Her little, yippy dog, Nahum, a white and brown terrier-of-some-sort, wears a cream-colored winter sweater this time of year, that she knitted herself. His name means comfort, and he’s almost like a mini-human, who has to be walked at certain intervals and fed some food-like substance that could make anyone gag.

But she loves him. He is the ground wire to her life now.

Her life used to be something so different. Then two years, three days and seven hours ago, her husband died from a heart attack. A cardiac arrest, the technician told her.

Those words replayed over and over in her mind, even after this long. It was so impersonal.

Heart attack wasn’t much better. But at least there was something more human about it, something that had some heart in it. She knew that was cheesy, but she didn’t care.

He had been her life, and she had no idea what to do after he was gone.

She was supposed to go first. That was their agreement. Or at least their secondary one. Their first was that that they would go together, so neither one would be forced to live without the other. They had absolutely agreed that she would not be the one left – without him.

But he had left her.

And she was alone.

All she had was their dog for comfort. Or something that slightly resembled comfort, at least in the daylight.
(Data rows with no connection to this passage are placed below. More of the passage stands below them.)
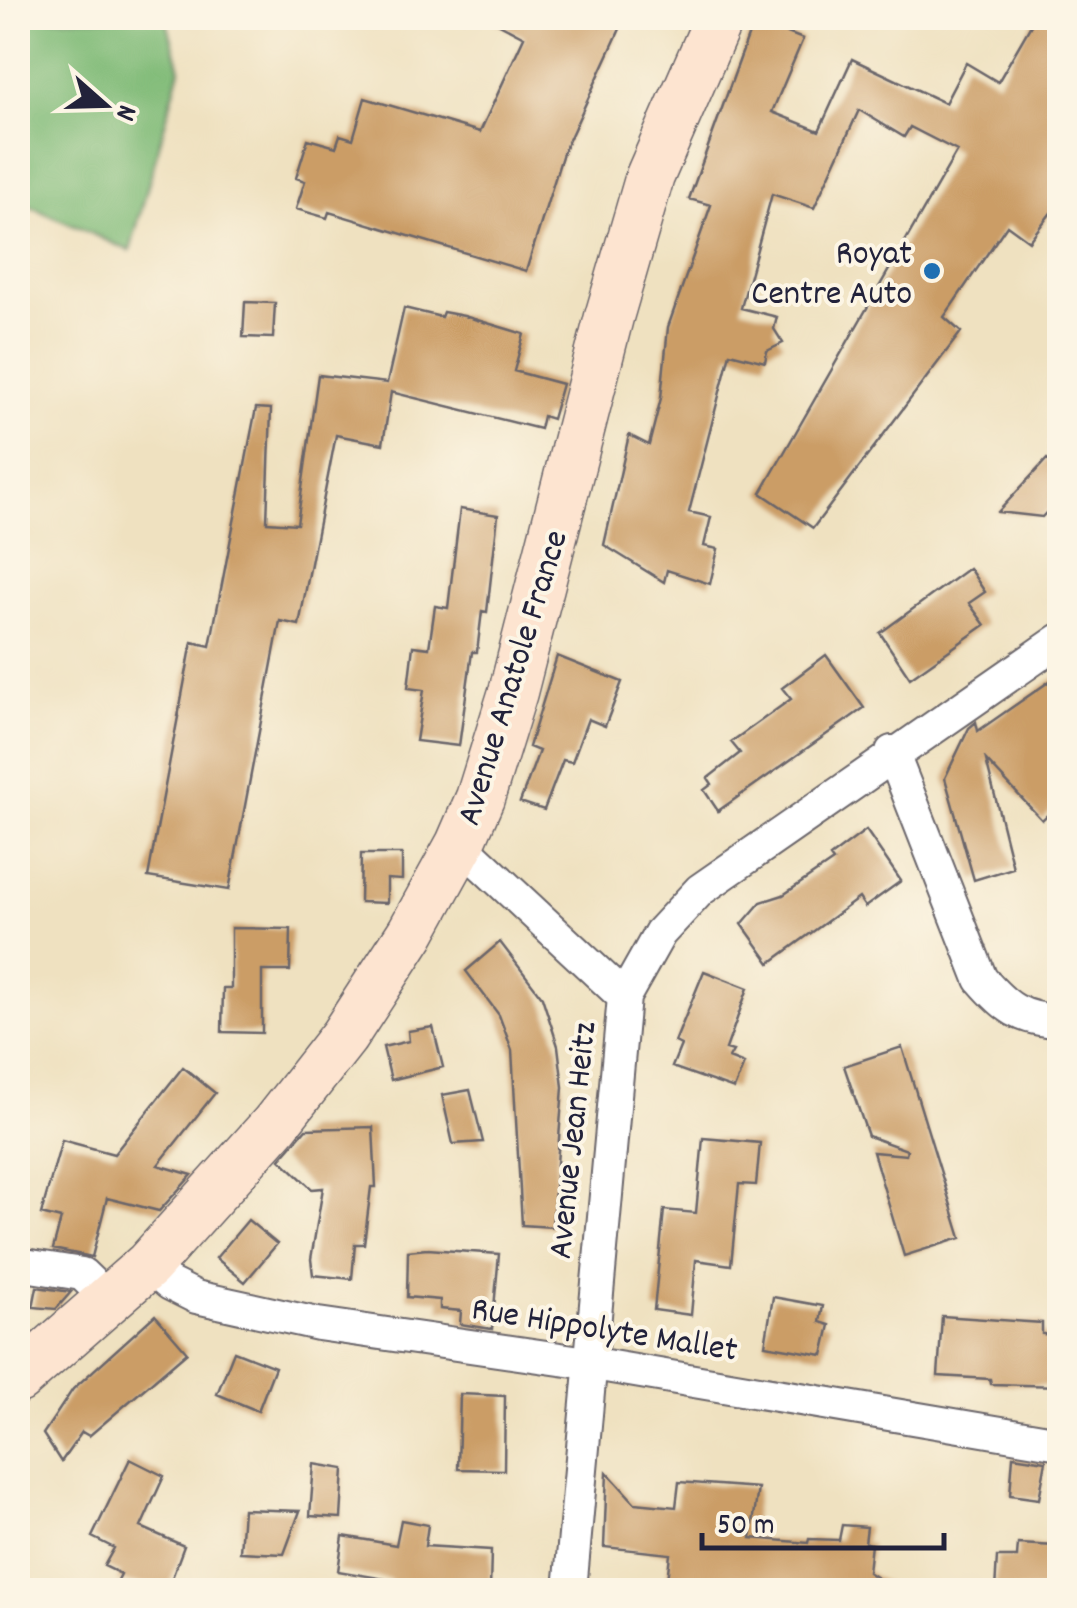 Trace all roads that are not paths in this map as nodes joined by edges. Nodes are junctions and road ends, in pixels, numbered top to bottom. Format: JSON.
{"nodes":[{"id":1,"x":719,"y":18,"type":"edge"},
{"id":2,"x":1060,"y":640,"type":"edge"},
{"id":3,"x":892,"y":752,"type":"junction"},
{"id":4,"x":460,"y":844,"type":"junction"},
{"id":5,"x":624,"y":997,"type":"junction"},
{"id":6,"x":1060,"y":1021,"type":"edge"},
{"id":7,"x":18,"y":1264,"type":"edge"},
{"id":8,"x":148,"y":1266,"type":"junction"},
{"id":9,"x":109,"y":1300,"type":"junction"},
{"id":10,"x":588,"y":1362,"type":"junction"},
{"id":11,"x":18,"y":1379,"type":"edge"},
{"id":12,"x":1060,"y":1443,"type":"edge"},
{"id":13,"x":570,"y":1590,"type":"edge"}],
"edges":[{"from":1,"to":4,"type":"main road","name":"Avenue Anatole France"},
{"from":2,"to":3,"type":"street","name":"Avenue Jean Heitz"},
{"from":3,"to":5,"type":"street","name":"Avenue Jean Heitz"},
{"from":3,"to":6,"type":"street"},
{"from":4,"to":5,"type":"street","name":"Avenue Jean Heitz"},
{"from":4,"to":8,"type":"main road","name":"Avenue Anatole France"},
{"from":5,"to":10,"type":"street","name":"Avenue Jean Heitz"},
{"from":7,"to":9,"type":"street"},
{"from":8,"to":9,"type":"main road","name":"Avenue Anatole France"},
{"from":8,"to":10,"type":"street","name":"Rue Hippolyte Mallet"},
{"from":9,"to":11,"type":"main road","name":"Avenue Anatole France"},
{"from":10,"to":12,"type":"street","name":"Rue Hippolyte Mallet"},
{"from":10,"to":13,"type":"street","name":"Avenue Jean Heitz"}]}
She walked Nahum around the neighborhood every day, taking the same route she used to walk – with him.

She didn’t know what she was supposed to do now. Or what she could do, even.

What she did know was that he had left her waiting. For him. For her life, or some version of it. For some way to make sense of the world.

Some way to figure out how to rely on God, a God who would do something like this to him. And to her.